Didactique - « Pour un enseignement définitivement et spécifiquement algérien » de Belkheir Amhis


Un outil de travail précieux pour les pédagogues


Un outil de travail précieux pour les pédagoguesLa publication récente, par le Commissariat du Festival culturel national du film amazigh des réflexions de Belkheir Amhis, ancien professeur de langue française, regroupées sous le titre « Pour un enseignement définitivement et spécifiquement algérien » est un véritable support pédagogique pour les enseignants de la langue amazighe.
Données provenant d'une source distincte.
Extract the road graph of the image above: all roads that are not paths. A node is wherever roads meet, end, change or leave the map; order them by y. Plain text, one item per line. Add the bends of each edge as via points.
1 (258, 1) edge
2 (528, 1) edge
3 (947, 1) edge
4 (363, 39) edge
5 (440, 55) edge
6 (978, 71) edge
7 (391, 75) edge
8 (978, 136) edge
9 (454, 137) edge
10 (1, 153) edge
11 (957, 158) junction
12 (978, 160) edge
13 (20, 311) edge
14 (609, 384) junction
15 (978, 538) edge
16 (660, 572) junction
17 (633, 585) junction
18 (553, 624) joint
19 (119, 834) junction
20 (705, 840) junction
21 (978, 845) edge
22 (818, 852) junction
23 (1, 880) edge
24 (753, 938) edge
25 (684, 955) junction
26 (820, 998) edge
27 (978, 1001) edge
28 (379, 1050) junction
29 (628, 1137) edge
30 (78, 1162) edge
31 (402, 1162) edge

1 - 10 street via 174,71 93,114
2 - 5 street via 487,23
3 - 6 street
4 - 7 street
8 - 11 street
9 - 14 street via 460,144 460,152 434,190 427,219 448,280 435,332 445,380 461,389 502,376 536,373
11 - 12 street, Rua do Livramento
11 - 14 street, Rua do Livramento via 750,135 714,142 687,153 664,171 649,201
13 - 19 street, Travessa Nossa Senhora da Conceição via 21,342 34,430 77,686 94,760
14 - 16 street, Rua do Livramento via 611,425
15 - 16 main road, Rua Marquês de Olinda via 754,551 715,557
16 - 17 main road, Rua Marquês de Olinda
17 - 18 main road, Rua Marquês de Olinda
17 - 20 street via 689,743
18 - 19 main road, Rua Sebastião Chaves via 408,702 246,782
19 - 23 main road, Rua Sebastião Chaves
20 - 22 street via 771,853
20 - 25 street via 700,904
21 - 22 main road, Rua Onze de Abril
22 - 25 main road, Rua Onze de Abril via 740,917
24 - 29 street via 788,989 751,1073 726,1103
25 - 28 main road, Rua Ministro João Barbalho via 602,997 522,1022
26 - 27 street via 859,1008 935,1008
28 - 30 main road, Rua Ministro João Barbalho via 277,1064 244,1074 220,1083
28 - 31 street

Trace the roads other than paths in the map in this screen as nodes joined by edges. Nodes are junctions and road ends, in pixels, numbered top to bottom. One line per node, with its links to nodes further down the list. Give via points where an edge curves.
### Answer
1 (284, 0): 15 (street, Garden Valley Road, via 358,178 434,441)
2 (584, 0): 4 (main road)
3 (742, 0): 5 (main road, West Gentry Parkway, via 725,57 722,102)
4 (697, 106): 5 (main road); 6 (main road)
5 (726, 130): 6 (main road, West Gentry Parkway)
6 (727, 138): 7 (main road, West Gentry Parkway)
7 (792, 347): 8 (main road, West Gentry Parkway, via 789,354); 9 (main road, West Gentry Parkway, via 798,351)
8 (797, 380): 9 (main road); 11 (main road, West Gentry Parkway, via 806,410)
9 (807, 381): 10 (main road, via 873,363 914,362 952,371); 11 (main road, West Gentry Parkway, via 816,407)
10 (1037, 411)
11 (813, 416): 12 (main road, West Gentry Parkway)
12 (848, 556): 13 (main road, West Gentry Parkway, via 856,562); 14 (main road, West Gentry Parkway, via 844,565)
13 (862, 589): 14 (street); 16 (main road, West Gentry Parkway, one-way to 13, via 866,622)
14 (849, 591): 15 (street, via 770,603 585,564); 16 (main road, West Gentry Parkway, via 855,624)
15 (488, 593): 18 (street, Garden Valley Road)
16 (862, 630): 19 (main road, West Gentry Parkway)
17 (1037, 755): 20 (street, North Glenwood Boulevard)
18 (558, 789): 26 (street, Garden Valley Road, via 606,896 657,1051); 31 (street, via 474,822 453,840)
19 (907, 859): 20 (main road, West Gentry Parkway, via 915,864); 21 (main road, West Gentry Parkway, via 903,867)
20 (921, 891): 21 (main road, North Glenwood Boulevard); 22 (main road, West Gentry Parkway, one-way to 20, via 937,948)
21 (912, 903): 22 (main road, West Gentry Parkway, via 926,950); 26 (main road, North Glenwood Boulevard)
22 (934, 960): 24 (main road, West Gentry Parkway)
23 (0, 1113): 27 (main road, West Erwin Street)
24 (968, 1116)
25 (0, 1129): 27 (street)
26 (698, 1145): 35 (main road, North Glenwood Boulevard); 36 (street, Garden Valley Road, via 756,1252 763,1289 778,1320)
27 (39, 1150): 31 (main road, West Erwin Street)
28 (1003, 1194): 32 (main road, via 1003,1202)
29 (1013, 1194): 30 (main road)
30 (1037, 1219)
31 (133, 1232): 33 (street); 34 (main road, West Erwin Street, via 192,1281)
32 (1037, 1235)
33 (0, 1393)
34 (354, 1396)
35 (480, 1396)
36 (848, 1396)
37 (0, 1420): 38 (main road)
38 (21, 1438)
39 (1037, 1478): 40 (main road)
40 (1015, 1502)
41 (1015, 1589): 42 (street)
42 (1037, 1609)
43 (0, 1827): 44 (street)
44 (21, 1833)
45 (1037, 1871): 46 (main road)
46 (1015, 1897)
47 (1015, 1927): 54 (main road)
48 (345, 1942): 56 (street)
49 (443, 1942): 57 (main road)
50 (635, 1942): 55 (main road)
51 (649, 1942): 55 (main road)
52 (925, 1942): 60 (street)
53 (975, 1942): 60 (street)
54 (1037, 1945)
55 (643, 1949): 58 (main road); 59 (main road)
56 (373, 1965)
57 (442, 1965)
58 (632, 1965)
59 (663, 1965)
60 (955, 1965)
Le livre s’ouvre par une question : « Pourquoi tamazight à l’école ? ». M. Amhis affirme, tout en proposant des éléments de réflexions réunis en rubriques, que l’introduction de cette langue dans le système éducatif est plus qu’une nécessité. L’auteur estime en fin pédagogue qu’en devenant objet et moyen d’enseignement, cette langue aspire à un changement de statut. Pour lui, tamazight, longtemps présentée comme dialecte, est confinée à dessein dans un statut de langue mineure, n’ayant pas le prestige socioculturel de la langue nationale dominante. Or, soutient-il, « c’est l’école qui, en prenant en charge l’enseignement et la transmission de la langue amazighe, va contribuer pour une bonne part à sa promotion ». Arguments à l’appui, le pédagogue affirme que l’enseignement de tamazight est une forme d’institutionnalisation et donc une des réponses possibles au problème politique et idéologique. Il relève dans le même ordre d’idées, que dans le contexte de tradition orale, vu la mutation culturelle, écrire cette langue peut favoriser une différence culturelle aux conséquences multiples. M. Amhis écrit, citant Marshall Mac Luhan, que « la participation au monde va s’élargir dans le temps et dans l’espace et favoriser d’autres systèmes d’échanges et d’équilibres, d’autres modèles d’expression, un enrichissement prodigieux de la mémoire, un apport de l’alphabet phonétique dans l’évolution des sociétés contemporaines avancées ».

L’auteur montre que la langue maternelle est un facteur qui favorise le développement de l’homme. Donnée à l’enfant dès sa naissance, la langue maternelle joue un rôle particulièrement important dans le processus formateur. Il cite, pour étayer ses propos, les psycholinguistes qui s’accordent sur l’indissociabilité du cognitif et du linguistique. Aussi se demande-t-il pourquoi refuse-t-on à l’enfant amazigh le droit au développement de sa langue maternelle. Et M. Amhis de s’interroger : « A-t-on le droit de créer chez l’écolier un handicap linguistique qu’on peut aisément éviter ? ». La langue maternelle est aussi un véritable outil d’intégration culturelle, parce qu’elle est d’abord et avant tout, un fait social. Moyen de communication par excellence, la langue représente, explique l’auteur, un univers tel qu’il est perçu par les membres de la communauté, dans l’espace où elle est pratiquée. En connaissance de cause, le pédagogue insiste sur l’importance de l’apprentissage, à l’école, de sa langue maternelle, parce que l’apprendre aide beaucoup à l’acquisition d’une compétence culturelle qui porte un rapport au langage d’une autre qualité. Enseigner la langue amazighe, c’est, selon lui, la transmission des formes qu’impose l’évolution générale de la société, d’un legs culturel ancestral aujourd’hui menacé.

A la question portant sur la possibilité d’un enseignement définitivement et spécifiquement algérien, l’auteur propose aux écoliers amazighophones un programme bien défini, tout comme il en suggère un autre pour les arabophones. Pour les premiers, il recommande d’élaborer ce programme à partir de l’expression orale et spontanée, naturelle et libérée pour entreprendre l’élaboration de la langue. Aux seconds, il préconise un apprentissage avec un certain nombre d’atouts dont le contact oral avec la langue amazighe. L’enseignant consacre aussi une réflexion à l’enseignement de qualité. La réalisation de cet objectif se fait par une compétence suffisante dans la langue aux niveaux phonologique, lexical, morphosyntaxique et culturel. Pourquoi ? L’enseignant, affirme-t-il, doit fournir un modèle de langue suffisamment valable pour assurer une imprégnation plus naturelle et la plus féconde possible. Fruit d’un travail de recherches de longue haleine, ces réflexions contribueront à l’enseignement de la langue amazighe car elles rassemblent approche méthodologique, conseils, choix de textes et ouverture culturelle. Il est à noter que des contributions de linguistiques qui ont participé au colloque international sur l’oralité africaine sont insérées dans ce livre, en plus de textes en langue amazighe. Notons que cette publication est sponsorisée par Horizons.